Aim of the task -> After finding the line with "<div><p>Distance</p><b>0.66<small> km</small></b></div>" in the data below, set down exactly each line through the one with "<div><p>Elevation</p><b>4<small> m</small></b></div>", inclusive, and stop there.
::: Supplied material :::
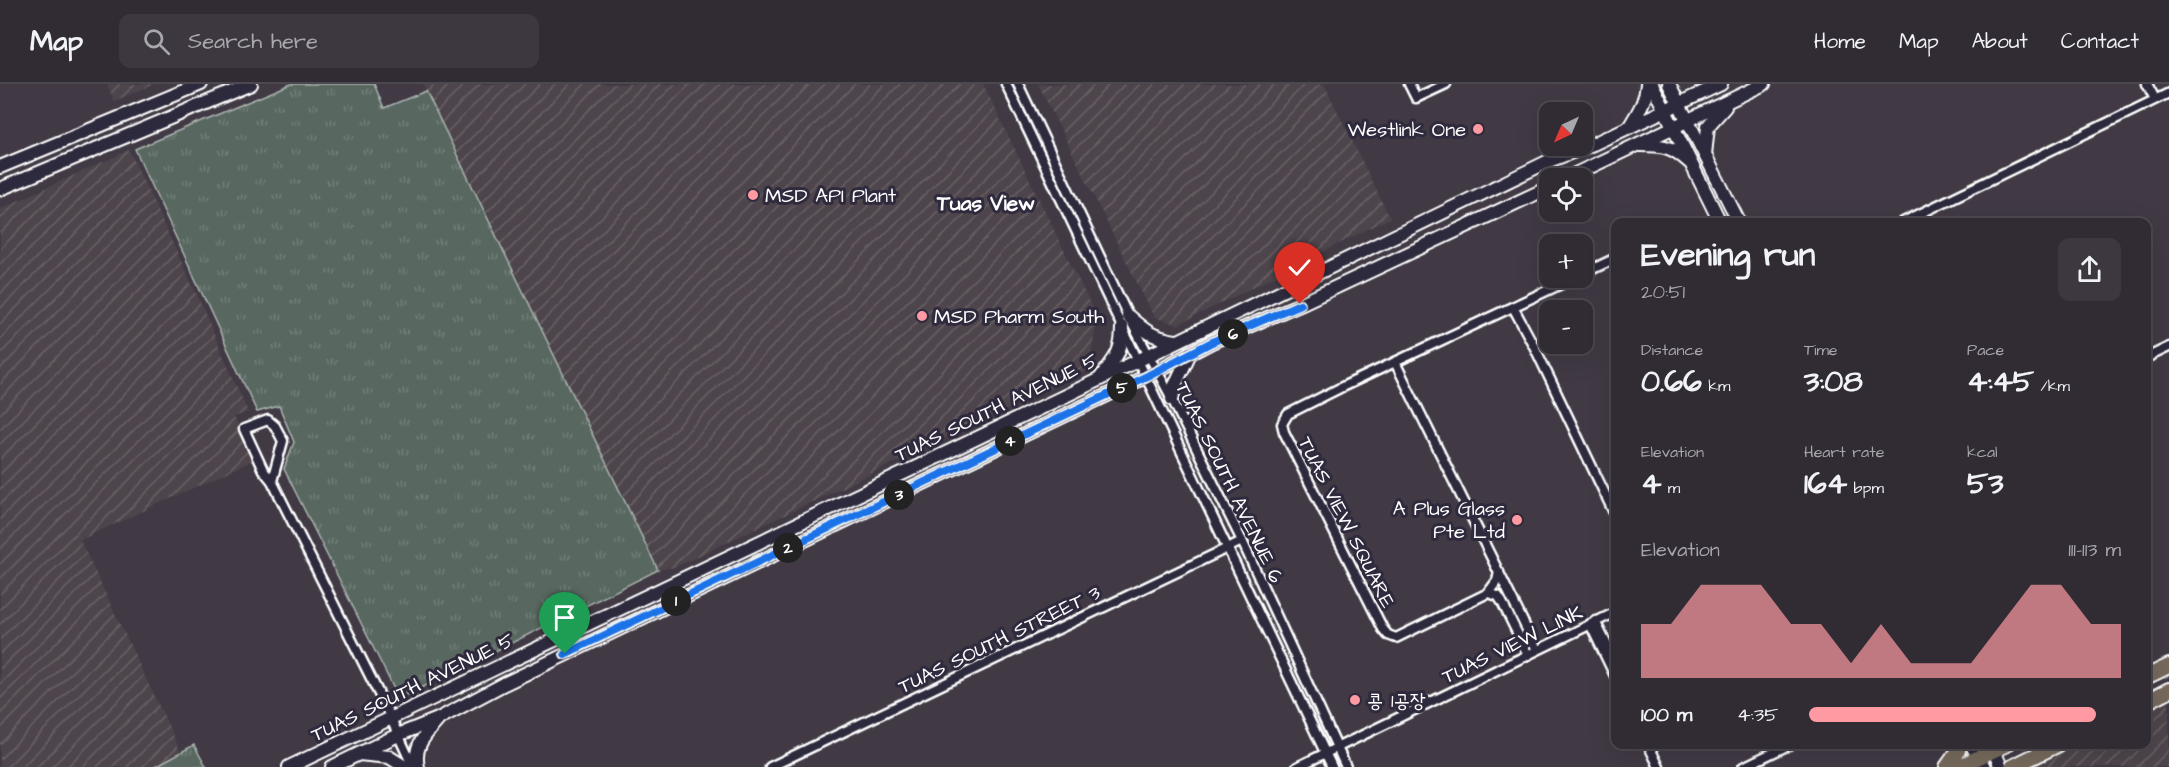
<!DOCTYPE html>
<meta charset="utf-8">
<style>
body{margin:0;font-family:"Architects Daughter","Poor Story",sans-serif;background:#3d3840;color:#f1f3f6;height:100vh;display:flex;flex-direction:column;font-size:22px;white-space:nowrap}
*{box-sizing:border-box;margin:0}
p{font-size:20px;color:#a8a7ac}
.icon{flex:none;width:33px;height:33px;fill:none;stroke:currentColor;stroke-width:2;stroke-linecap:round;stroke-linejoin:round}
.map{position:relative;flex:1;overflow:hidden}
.details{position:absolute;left:1611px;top:134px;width:540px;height:531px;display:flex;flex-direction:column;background:#312c34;border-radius:12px;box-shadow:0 6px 24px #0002,0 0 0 2px #4c484f}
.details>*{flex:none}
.needle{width:39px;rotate:224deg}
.controls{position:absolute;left:1539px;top:18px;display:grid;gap:12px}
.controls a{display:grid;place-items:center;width:54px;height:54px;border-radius:12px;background:#312c34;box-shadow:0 6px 24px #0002,0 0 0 2px #4c484f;font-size:30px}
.pin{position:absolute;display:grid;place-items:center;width:51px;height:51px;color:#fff;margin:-62px -26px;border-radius:50% 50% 50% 0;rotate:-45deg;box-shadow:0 0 6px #0007}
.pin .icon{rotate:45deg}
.km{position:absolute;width:30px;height:30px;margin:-15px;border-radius:50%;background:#222;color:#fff;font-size:16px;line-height:30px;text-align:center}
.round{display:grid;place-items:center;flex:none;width:63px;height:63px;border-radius:12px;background:#3d3840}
.headline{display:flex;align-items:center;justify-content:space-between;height:102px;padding:0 30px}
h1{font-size:33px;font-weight:700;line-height:45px}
.metrics{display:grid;grid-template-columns:repeat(3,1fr);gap:9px;height:102px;padding:6px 30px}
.metrics div{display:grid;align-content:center}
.metrics b{font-size:30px;font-weight:700}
.metrics small{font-size:16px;font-weight:400}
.metrics p{font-size:16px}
.chart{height:168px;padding:12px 30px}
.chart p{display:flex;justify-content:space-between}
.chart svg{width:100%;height:108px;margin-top:6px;fill:#ff9aa2;opacity:.7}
ul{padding:0 30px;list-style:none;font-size:20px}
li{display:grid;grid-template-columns:96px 72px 1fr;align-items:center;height:45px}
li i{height:15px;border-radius:8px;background:#ff9aa2}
header{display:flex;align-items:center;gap:36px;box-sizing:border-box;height:84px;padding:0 30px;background:#312c34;border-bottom:2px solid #4c484f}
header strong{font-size:28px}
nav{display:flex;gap:33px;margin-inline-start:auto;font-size:21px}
.search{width:420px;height:54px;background:#3d3840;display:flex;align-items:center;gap:15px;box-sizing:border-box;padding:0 21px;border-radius:12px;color:#a8a7ac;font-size:22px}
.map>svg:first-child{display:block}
</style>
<header>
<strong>Map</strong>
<div class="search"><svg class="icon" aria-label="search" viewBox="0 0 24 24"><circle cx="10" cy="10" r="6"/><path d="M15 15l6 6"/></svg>Search here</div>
<nav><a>Home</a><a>Map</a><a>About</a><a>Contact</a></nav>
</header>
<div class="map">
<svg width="2169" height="683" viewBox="0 0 2169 683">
<defs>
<pattern id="industrial-furrows" width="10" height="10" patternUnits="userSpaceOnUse" patternTransform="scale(1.5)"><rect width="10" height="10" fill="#4d454b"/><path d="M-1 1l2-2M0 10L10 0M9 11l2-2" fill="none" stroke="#686166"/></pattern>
<pattern id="grass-tufts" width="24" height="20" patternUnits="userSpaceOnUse" patternTransform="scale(1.5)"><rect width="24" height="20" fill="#586860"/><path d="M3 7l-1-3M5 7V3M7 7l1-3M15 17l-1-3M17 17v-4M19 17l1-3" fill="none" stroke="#717f78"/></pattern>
</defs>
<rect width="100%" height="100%" fill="#413a45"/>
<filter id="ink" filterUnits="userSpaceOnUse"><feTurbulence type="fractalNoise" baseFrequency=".0167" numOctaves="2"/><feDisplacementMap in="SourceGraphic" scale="12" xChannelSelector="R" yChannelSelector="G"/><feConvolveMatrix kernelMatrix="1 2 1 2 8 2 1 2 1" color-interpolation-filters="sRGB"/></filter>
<g filter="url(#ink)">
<!-- industrial -->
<g fill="url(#industrial-furrows)">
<polygon points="107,0 155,0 114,17"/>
<polygon points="423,0 983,0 1097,234 1089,286 675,483 658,486"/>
<polygon points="1038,0 1324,0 1390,134 1178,241 1154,233"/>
<polygon points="129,66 196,209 248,328 234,333 254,376 80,456 181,668 154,683 0,683 0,125"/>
<polygon points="2169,615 2169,683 2026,683 2074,660 2146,660 2147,626"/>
</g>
<!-- grass -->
<g fill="url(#grass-tufts)" stroke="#acb4b0" stroke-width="1.5">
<polygon points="291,0 374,0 384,24 426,7 658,486 407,611 394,605 284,385 294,358 279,322 257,328 135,65"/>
<polygon points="194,661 206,683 154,683"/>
</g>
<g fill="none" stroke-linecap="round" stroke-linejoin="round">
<defs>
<g id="street">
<polyline points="1006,0 1332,683"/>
<polyline points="1018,0 1128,232 1172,315 1242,457 1346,683"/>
<polyline points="1409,0 1416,14 1446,0"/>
<polyline points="2147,0 2155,15"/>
<polyline points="1903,138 2169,9"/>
<polyline points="1582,190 1616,174"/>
<polyline points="1513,223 1535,264 1616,433"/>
<polyline points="2146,274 2169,263"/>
<polyline points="1395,278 1537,566"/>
<polyline points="272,397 283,357 275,342 268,336 244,345 263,386 272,397 386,624 413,683"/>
<polyline points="1499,488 1497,497 1488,509 1396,554 1388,551 1383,545 1284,348 1282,340 1288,330 1344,302 1574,194"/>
<polyline points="1488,509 1498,512 1502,518 1528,571"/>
<polyline points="1595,537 1616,579"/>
<polyline points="1590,540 1616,594"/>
<polyline points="1648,660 1659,683"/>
<polyline points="770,683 1242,457"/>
<polyline points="1297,683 1616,528"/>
<polyline points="1743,683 1791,660"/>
</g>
<g id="secondary">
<polyline points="1652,0 1720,138"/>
<polyline points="1669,0 1739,138"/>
<path d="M1630,42C1638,28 1646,17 1647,0"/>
<path d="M1640,61C1663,61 1672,62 1689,78"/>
<polyline points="1705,71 1708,42 1725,23"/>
<polyline points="0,83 201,0"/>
<polyline points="1567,94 1764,0"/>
<polyline points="0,105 251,0"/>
<path d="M1128,232C1145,247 1153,254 1176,257"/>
<path d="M1101,293C1116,273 1122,269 1122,243"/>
<polyline points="1172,315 1175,301 1190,269"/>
<polyline points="1971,660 1984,683"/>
<polyline points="1991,660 2001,683"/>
<polyline points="359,670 389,673 405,683"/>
<polyline points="289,683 1065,312 1549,77 1593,60 1721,0"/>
<polyline points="332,683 398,651 438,635 504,600 1147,292 1212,258 1300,220 1550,103"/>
<path d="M418,683C413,662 425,651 438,636"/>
</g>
<g id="primary">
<polyline points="2146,593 2169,582"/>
<polyline points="2146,618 2169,606"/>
<polyline points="1947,683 1957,669 1960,660"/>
<polyline points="1958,683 2007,660"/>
<polyline points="2012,683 2059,660"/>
</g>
</defs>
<!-- street casing -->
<use href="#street" stroke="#fff" stroke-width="13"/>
<!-- secondary casing -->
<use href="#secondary" stroke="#fff" stroke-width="16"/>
<!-- primary casing -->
<use href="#primary" stroke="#fff" stroke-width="18"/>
<!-- street -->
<use href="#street" stroke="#2f2a3d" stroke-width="8"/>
<!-- secondary -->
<use href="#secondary" stroke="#2f2a3d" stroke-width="12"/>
<!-- primary -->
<use href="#primary" stroke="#76695c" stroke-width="14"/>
</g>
</g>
<g fill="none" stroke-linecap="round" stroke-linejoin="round" filter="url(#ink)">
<defs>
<polyline id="route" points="565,570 1147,292 1212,258 1300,220"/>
</defs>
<!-- route casing -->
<use href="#route" stroke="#fff" stroke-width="12"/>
<!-- route -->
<use href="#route" stroke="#1a73e8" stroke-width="8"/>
</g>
<!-- markers -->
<g fill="#ff9aa2" stroke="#2f2a3d" stroke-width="2">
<circle cx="1478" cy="45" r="6"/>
<circle cx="753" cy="111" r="6"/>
<circle cx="922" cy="232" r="6"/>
<circle cx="1517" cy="436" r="6"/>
<circle cx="1355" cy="616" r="6"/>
</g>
<g text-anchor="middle" stroke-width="6" stroke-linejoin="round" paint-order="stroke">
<!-- poi labels -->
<g font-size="20" fill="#fff" stroke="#2f2a3d" text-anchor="start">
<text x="1466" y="52" text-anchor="end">Westlink One</text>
<text x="765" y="118">MSD API Plant</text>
<text x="934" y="239">MSD Pharm South</text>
<text x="1505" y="431" text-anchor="end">A Plus Glass<tspan x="1505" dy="23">Pte Ltd</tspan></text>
<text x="1367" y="623">콩 1공장</text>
</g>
<!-- street labels -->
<g font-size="20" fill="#fff" stroke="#2f2a3d">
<text transform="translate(996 323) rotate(-26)" y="7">TUAS SOUTH AVENUE 5</text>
<text transform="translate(1230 398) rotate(64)" y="7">TUAS SOUTH AVENUE 6</text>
<text transform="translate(1347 438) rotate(63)" y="7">TUAS VIEW SQUARE</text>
<text transform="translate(999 555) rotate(-26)" y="7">TUAS SOUTH STREET 3</text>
<text transform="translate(1512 560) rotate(-26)" y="7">TUAS VIEW LINK</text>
<text transform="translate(412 603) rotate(-26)" y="7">TUAS SOUTH AVENUE 5</text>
</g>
<!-- neighbourhood labels -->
<g font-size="21" font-weight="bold" fill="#fff" stroke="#2f2a3d">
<text x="986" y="126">Tuas View</text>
</g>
</g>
</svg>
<div class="controls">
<a><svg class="needle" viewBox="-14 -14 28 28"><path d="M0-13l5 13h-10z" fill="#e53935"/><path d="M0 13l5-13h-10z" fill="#a8a7ac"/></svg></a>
<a><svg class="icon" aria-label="locate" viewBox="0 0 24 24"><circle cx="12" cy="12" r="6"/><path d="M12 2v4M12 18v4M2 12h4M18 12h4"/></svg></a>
<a>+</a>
<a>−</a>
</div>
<div class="pin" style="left:565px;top:570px;background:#1e9e55"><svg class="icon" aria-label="arrive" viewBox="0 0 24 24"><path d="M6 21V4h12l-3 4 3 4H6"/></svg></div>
<div class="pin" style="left:1300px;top:220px;background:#d93025"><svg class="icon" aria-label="check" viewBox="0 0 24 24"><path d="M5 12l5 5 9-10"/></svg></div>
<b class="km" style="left:676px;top:517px">1</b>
<b class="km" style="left:788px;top:464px">2</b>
<b class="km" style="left:899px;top:411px">3</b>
<b class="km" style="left:1010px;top:357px">4</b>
<b class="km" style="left:1122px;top:304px">5</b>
<b class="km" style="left:1233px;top:250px">6</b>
<section class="details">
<div class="headline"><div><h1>Evening run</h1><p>20:51</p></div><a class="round"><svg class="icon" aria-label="share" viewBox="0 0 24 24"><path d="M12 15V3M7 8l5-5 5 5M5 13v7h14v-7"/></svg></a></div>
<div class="metrics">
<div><p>Distance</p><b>0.66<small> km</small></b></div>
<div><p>Time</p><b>3:08</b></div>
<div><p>Pace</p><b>4:45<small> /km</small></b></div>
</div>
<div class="metrics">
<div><p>Elevation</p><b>4<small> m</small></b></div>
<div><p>Heart rate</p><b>164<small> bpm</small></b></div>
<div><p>kcal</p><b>53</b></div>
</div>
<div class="chart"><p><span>Elevation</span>111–113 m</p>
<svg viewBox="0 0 160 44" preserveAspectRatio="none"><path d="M0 44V22L10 22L20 6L30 6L40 6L50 22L60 22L70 38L80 22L90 38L100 38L110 38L120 22L130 6L140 6L150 22L160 22V44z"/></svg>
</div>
<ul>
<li><b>100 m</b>4:35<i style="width:92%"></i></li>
</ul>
</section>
</div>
:::
Solution to this task ->
<div><p>Distance</p><b>0.66<small> km</small></b></div>
<div><p>Time</p><b>3:08</b></div>
<div><p>Pace</p><b>4:45<small> /km</small></b></div>
</div>
<div class="metrics">
<div><p>Elevation</p><b>4<small> m</small></b></div>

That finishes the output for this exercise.